Почему век елизаветинской драмы оказался так недолог, и почему один человек вознесся настолько выше остальных? Из-за провинциальности Англии в ту эпоху. По сравнению с Италией, Испанией и Францией Англия была тогда провинцией, захолустьем. Елизаветинская драма развивалась не из мираклей, а из хроник, и, следовательно, драматургам приходилось начинать на пустом месте. Это не всегда хорошо. Им приходилось создавать собственные театральные условности. Томас Элиот писал, что "величайшим пороком английской драматургии от Кида до Голсуорси было ее безграничное стремление к реализму. В одной пьесе — "Всякий человек" — и, быть может, только в ней одной мы видим драму, не выходящую за пределы искусства; со времен Кида, со времен "Ардена Февершема" и "Йоркширской трагедии" не было ни малейшей возможности остановить, так сказать, этот поток духа, прежде чем он не разлился и не иссох в пустыне совершенного подобия реальности, как ее воспринимает самый заурядный ум. <… > О пьесе Эсхила не скажешь, что какие-то отрывки в ней принадлежат к прозе, а какие-то — к драме; каждый стилистический мотив состоит в связи с общим и благодаря этой связи драматургичен сам по себе. Подражание жизни здесь ограничено строгими рамками, а переходы к повседневной речи и отступления от нее взаимозависимы. Существенно важно, чтобы произведение искусства было последовательным, чтобы художник сознательно или неосознанно очертил круг, границу которого ему нельзя переступать. С одной стороны реальная жизнь — это всегда материал для творчества; с другой стороны абстрагирование от реальной жизни — необходимое условие создания художественного произведения"[574]

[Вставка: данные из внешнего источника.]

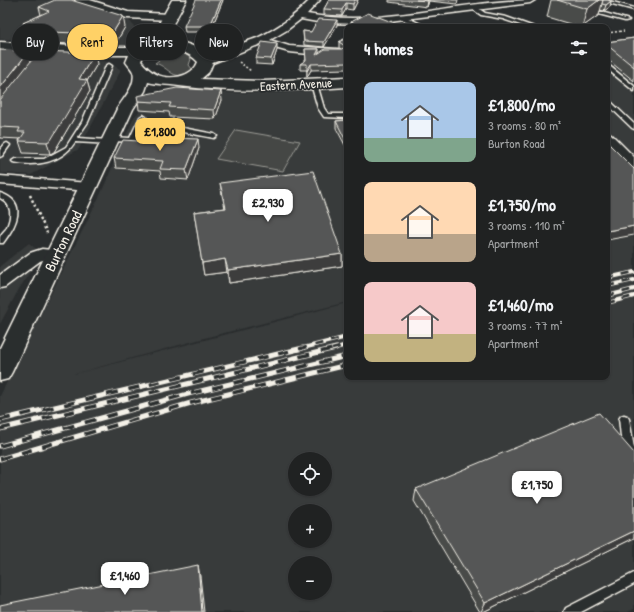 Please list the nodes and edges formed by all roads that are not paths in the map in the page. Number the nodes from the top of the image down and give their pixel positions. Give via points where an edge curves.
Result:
1 (80, 0) edge
2 (179, 0) edge
3 (315, 0) edge
4 (530, 0) edge
5 (600, 0) edge
6 (487, 3) edge
7 (473, 7) junction
8 (586, 9) edge
9 (634, 9) edge
10 (300, 16) junction
11 (402, 17) junction
12 (627, 20) dead end
13 (167, 23) joint
14 (368, 24) edge
15 (416, 24) edge
16 (522, 24) edge
17 (262, 40) junction
18 (0, 46) edge
19 (243, 47) edge
20 (187, 49) edge
21 (67, 51) edge
22 (338, 52) edge
23 (118, 58) edge
24 (134, 60) edge
25 (214, 60) edge
26 (206, 64) junction
27 (109, 66) dead end
28 (139, 68) junction
29 (610, 69) edge
30 (177, 82) junction
31 (344, 82) edge
32 (314, 84) junction
33 (244, 86) junction
34 (634, 89) edge
35 (610, 105) edge
36 (125, 109) junction
37 (344, 116) edge
38 (143, 117) dead end
39 (173, 122) dead end
40 (634, 128) edge
41 (169, 130) junction
42 (214, 136) dead end
43 (610, 139) edge
44 (74, 140) junction
45 (110, 140) junction
46 (132, 140) junction
47 (7, 145) dead end
48 (0, 155) edge
49 (15, 161) dead end
50 (634, 164) edge
51 (0, 180) edge
52 (89, 187) junction
53 (0, 196) edge
54 (0, 241) edge
55 (53, 247) junction
56 (0, 283) edge
57 (0, 372) edge
58 (624, 419) dead end
59 (634, 455) edge
60 (634, 578) edge
61 (570, 612) edge

1 - 13 street via 127,15
2 - 13 main road
3 - 10 street
4 - 6 street
5 - 9 lane
6 - 7 street
7 - 11 street
7 - 16 lane via 483,14
8 - 12 lane
10 - 14 street
10 - 17 street
11 - 14 street
11 - 15 lane
17 - 19 street
17 - 22 street via 274,47
18 - 21 main road
20 - 26 main road, Eastern Avenue via 202,56
23 - 28 main road, Eastern Avenue
24 - 28 main road, Burton Road
25 - 26 street
26 - 30 main road via 202,72
26 - 33 main road, Eastern Avenue via 221,76
27 - 44 lane via 85,122
28 - 30 main road, Eastern Avenue via 153,78
28 - 36 main road, Burton Road via 142,80 139,89
29 - 34 lane
30 - 33 main road, Eastern Avenue
30 - 36 main road via 140,98
31 - 32 main road, Eastern Avenue
32 - 33 main road, Eastern Avenue
32 - 37 lane via 320,108 326,116
35 - 40 lane
36 - 45 main road, Burton Road
38 - 46 lane
39 - 41 lane
41 - 42 lane
41 - 46 lane via 164,142
43 - 50 street
44 - 45 lane
44 - 49 lane via 68,148 46,161
45 - 46 lane
45 - 52 main road, Burton Road
47 - 48 lane
51 - 52 street
52 - 55 main road, Burton Road
53 - 54 lane via 10,202 15,215 13,223
55 - 56 street
55 - 57 main road, Burton Road
58 - 59 lane via 629,449
60 - 61 lane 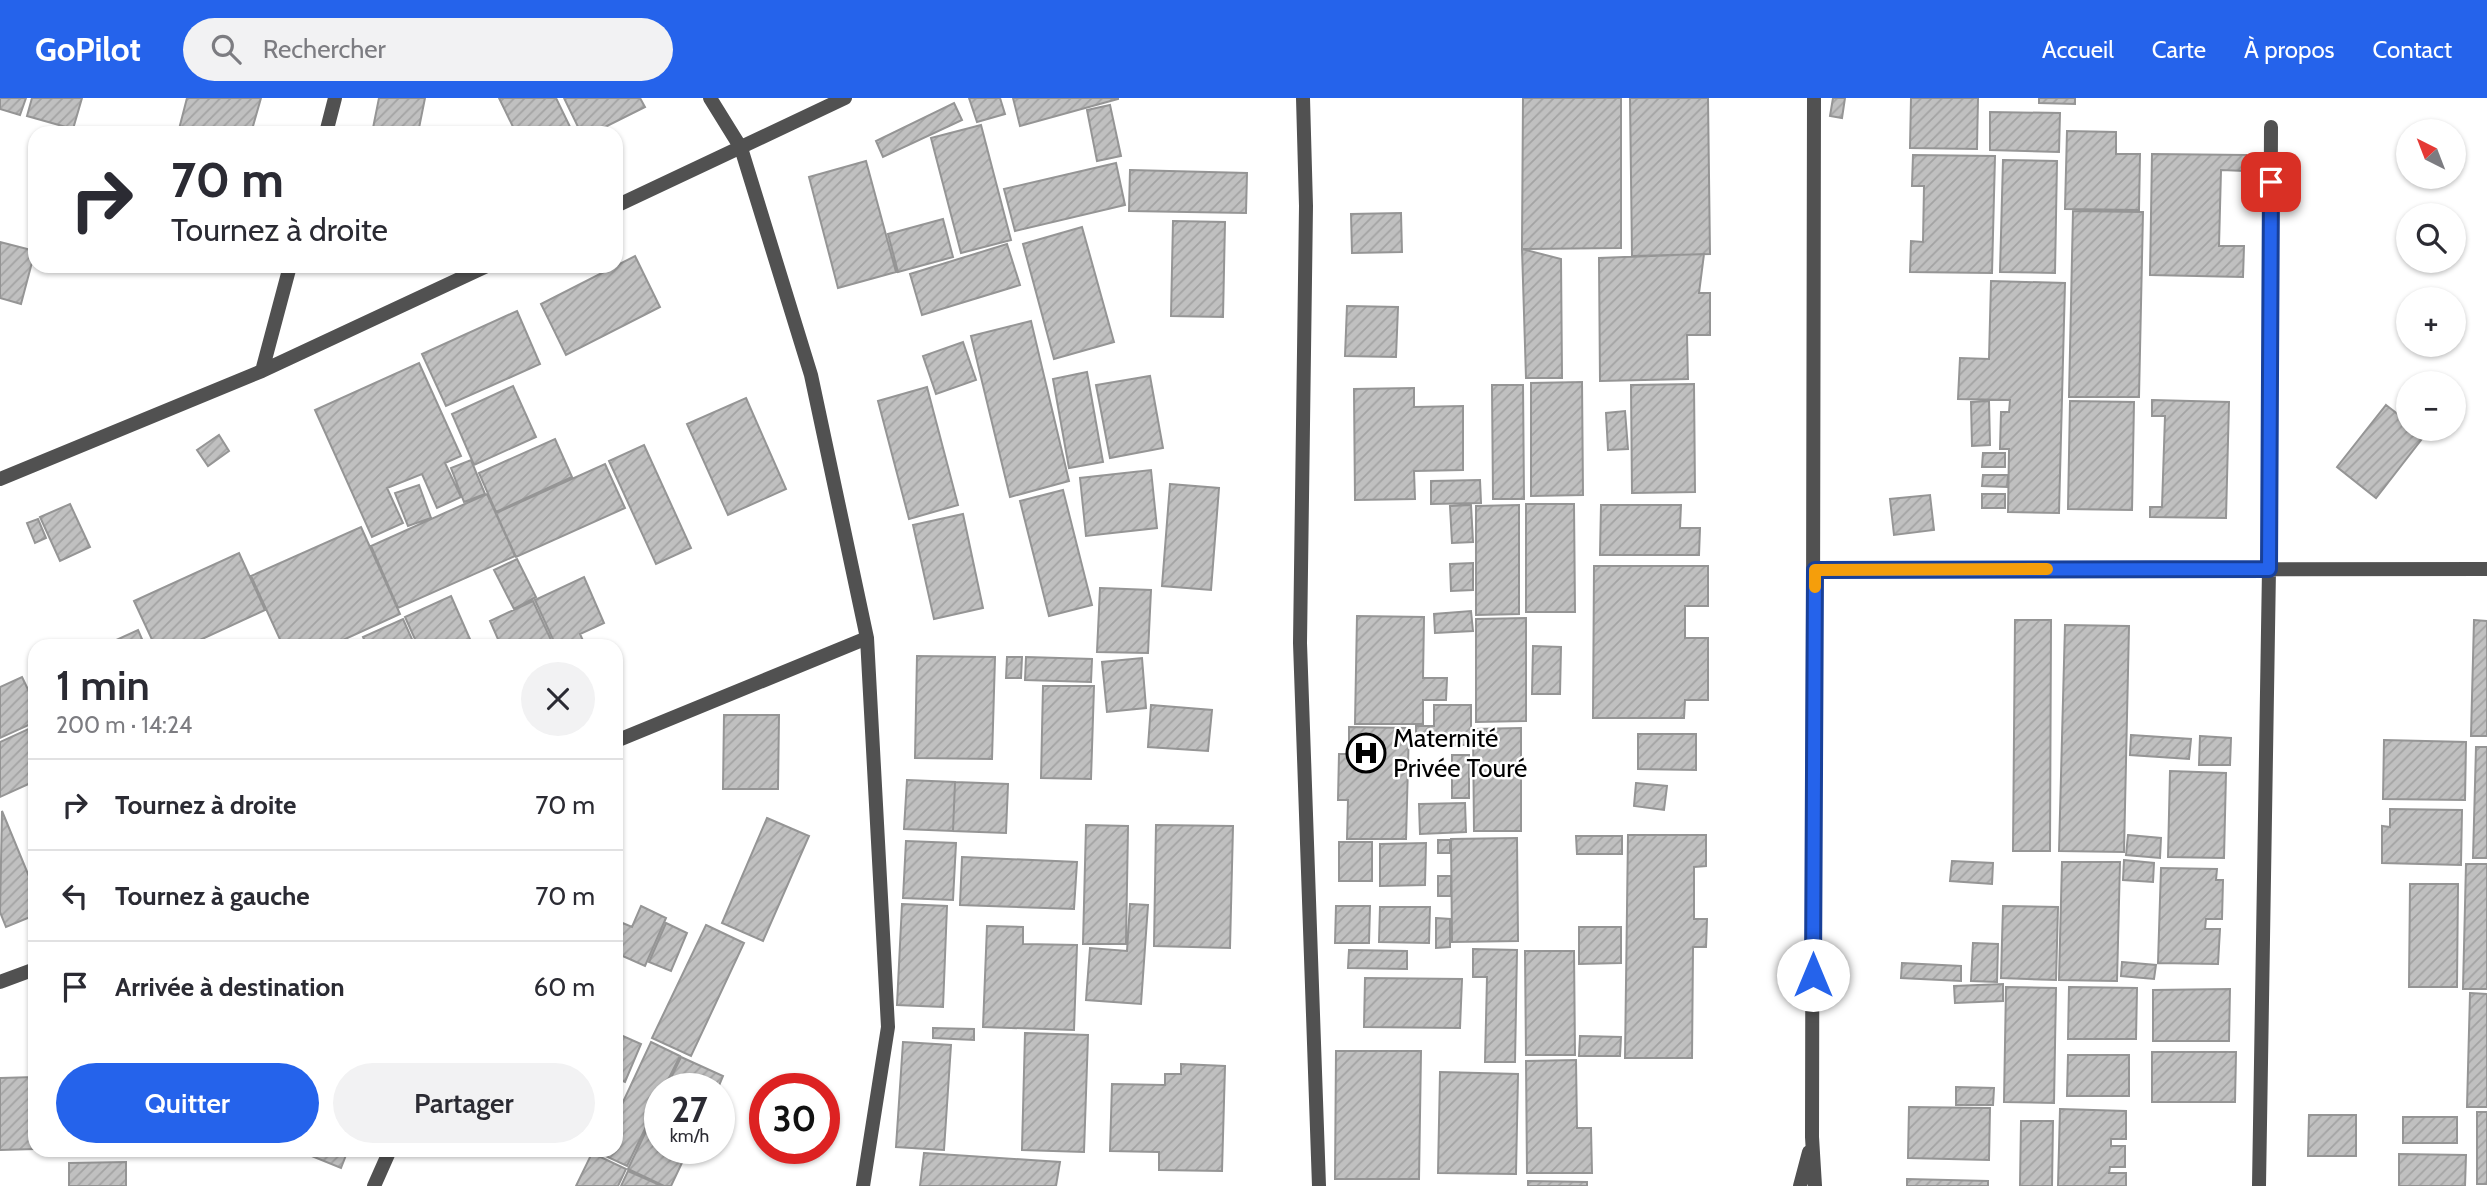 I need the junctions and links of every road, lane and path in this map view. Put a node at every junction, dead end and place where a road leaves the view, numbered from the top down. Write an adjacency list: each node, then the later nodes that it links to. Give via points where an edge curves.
1 (335, 98): 6 (street)
2 (710, 98): 8 (street)
3 (845, 98): 8 (street)
4 (1303, 98): 25 (street, via 1306,206 1300,643)
5 (1814, 98): 16 (street)
6 (328, 126)
7 (2271, 127): 14 (street)
8 (741, 148): 9 (street); 17 (street, via 811,375)
9 (623, 203)
10 (288, 273): 12 (street)
11 (472, 273): 12 (street)
12 (262, 371): 13 (street)
13 (0, 479)
14 (2269, 569): 15 (street); 16 (street); 28 (street)
15 (2487, 569)
16 (1815, 570): 21 (street)
17 (867, 638): 18 (street); 24 (street, via 888,1027)
18 (623, 738)
19 (28, 972): 20 (street)
20 (0, 982)
21 (1812, 1137): 26 (street); 27 (street)
22 (387, 1157): 23 (street)
23 (374, 1186)
24 (863, 1186)
25 (1319, 1186)
26 (1800, 1186)
27 (1815, 1186)
28 (2259, 1186)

Элиот продолжает: "Принципиальные возражения вызывает отсутствие в елизаветинской драме твердого принципа в отношении того, что можно и что нельзя постулировать как условность. Беда не в изображении призрака как такового, а в изображении призрака в неподходящих условиях, в смешении разных типов призраков. Три ведьмы в 'Макбете' — замечательный пример верного подхода к сверхъестественному посреди сонма призраков, которые слишком часто не вызывают доверия. Мне кажется ошибкой (впрочем, ошибкой, которую извиняет художественная удача каждого эпизода в отдельности), что Шекспир ввел в одну и ту же пьесу персонажей столь различных, как три сестры и призрак Банко. Елизаветинцы хотели достичь полного реализма, не поступаясь при этом ни одним из преимуществ, которые они, как художники, видели в нереалистических условностях".
Такая свобода благоприятна для гения, но неблагоприятна для человека просто талантливого — и это разделение справедливо для всех сфер жизни. К примеру, нравственная свобода благоприятна для сильного, но не для среднего человека. Если бы условности елизаветинской драмы были столь же строгими, как во французской классической драме, Шекспир не создал бы всего, что он создал, но и остальных бы не постигла неудача, и английская драма не умерла так скоро.
Бессмертная слава XIX века состоит в итальянской опере: ее эпоха начинается с "Женитьбы Фигаро" Моцарта, созданной в 1786 году, и заканчивается "Фальстафом" Верди в 1892-м. С появлением Пуччини мы наблюдаем упадок итальянской оперной традиции и ее устоев, совпавший с развитием веризма, то есть натурализма. Позже на небосводе восходит звезда еще одного гения, ломающего прежние оперные традиции, — Вагнера, но у гения невозможно чему-нибудь научиться, потому что он неповторим. У золотого века итальянской оперы длинная предыстория. Он начинается с Монтеверди и Глюка и достигает первого расцвета в Моцарте. К этой великой оперной традиции принадлежат не только гении, но и другие композиторы, в том числе Беллини, Россини и Доницетти, которые без устоявшихся канонов, возможно, и не создали бы ничего замечательного.
Скоротечная эпоха елизаветинской драмы породила одного колосса — Шекспира и одного эксцентрика — Джонсона. Елизаветинской драме в целом присуще стремление к импровизации. Все ее представители были одержимы идеей "злодея-итальянца" (вновь провинциальная черта) — все, за исключением Шекспира, который сумел прочувствовать и дать жизнь таким персонажам, как Яго и Якимо. Вследствие этого драматурги той поры тяготели к феерическим злодеям, как Уэбстер, или к патологическим страстям, как Уэбстер и Форд, хотя и не понимали их. Патологические страсти понимал Достоевский. Елизаветинцы были обычными буржуа, наделенными литературным талантом: они, так сказать, читали о сенсационных случаях в газетах, но не понимали их. Как в стриптиз-баре. Уже очень скоро после смерти Шекспира литераторы принялись вкладывать шекспировскую поэзию в уста грубоватых персонажей, — поэзию, целиком предназначавшуюся для персонажей тонко чувствующих.